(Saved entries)
========
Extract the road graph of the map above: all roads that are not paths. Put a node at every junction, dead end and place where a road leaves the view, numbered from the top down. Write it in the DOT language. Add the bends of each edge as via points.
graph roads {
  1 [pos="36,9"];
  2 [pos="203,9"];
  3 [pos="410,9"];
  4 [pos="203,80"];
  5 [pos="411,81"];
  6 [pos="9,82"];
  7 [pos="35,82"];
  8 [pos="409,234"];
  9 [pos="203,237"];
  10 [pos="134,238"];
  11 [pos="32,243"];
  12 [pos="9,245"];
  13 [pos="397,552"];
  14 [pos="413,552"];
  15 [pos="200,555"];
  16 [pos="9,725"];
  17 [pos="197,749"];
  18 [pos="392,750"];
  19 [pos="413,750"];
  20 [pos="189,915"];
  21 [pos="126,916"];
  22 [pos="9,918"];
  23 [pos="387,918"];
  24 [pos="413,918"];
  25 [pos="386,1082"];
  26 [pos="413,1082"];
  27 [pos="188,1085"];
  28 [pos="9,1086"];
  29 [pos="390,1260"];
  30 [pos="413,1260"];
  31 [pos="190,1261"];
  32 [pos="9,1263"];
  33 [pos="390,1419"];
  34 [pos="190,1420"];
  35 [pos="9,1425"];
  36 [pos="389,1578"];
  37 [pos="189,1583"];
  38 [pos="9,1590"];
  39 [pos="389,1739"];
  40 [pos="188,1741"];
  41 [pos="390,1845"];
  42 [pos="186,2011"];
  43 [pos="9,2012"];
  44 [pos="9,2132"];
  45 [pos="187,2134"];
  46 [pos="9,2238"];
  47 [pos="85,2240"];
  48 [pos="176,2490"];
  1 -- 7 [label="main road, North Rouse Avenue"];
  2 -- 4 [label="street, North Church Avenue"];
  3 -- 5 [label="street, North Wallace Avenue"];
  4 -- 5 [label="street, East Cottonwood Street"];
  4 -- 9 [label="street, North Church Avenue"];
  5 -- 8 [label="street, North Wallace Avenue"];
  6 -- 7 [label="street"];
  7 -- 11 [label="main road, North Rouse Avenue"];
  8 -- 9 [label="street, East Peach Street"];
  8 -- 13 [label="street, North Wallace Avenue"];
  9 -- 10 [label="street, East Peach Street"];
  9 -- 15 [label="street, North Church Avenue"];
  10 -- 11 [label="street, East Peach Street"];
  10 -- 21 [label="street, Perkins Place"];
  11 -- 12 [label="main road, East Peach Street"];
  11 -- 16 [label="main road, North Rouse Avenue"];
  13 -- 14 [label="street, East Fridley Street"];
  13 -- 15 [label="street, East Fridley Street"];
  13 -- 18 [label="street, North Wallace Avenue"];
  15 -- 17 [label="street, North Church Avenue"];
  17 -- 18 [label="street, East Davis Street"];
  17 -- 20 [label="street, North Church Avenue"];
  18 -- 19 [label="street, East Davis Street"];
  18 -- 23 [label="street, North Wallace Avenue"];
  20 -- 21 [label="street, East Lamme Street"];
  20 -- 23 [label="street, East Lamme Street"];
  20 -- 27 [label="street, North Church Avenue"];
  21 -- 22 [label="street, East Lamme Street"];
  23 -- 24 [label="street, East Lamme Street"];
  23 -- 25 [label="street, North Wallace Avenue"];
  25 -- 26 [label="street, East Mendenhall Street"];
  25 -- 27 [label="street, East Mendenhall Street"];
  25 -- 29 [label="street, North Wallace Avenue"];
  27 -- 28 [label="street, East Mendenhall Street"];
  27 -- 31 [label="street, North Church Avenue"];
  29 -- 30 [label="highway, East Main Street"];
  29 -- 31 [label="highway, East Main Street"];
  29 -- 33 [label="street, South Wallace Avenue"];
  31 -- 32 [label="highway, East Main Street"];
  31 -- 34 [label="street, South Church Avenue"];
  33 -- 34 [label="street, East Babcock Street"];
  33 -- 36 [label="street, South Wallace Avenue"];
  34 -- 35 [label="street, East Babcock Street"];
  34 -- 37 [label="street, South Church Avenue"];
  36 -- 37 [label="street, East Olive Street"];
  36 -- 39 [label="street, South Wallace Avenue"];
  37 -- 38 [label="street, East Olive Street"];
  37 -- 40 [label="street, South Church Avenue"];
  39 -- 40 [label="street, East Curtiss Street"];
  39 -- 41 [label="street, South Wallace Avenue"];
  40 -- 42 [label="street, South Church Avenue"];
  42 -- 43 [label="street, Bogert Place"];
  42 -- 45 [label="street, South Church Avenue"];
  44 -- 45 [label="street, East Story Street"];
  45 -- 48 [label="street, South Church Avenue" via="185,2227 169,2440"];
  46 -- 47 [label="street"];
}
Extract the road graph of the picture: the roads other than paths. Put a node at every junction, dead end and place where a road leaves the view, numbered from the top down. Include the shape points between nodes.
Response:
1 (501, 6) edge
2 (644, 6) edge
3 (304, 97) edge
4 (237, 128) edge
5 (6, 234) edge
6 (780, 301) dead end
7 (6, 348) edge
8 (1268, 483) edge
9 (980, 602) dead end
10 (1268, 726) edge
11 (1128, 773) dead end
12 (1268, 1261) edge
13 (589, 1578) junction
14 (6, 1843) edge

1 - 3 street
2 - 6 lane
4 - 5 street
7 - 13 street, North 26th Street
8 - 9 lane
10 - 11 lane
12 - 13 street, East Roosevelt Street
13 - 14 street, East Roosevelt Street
========
**Task directions**
Using the data above, work out how many lines include the word "from" and give only that number.

**Result below**
2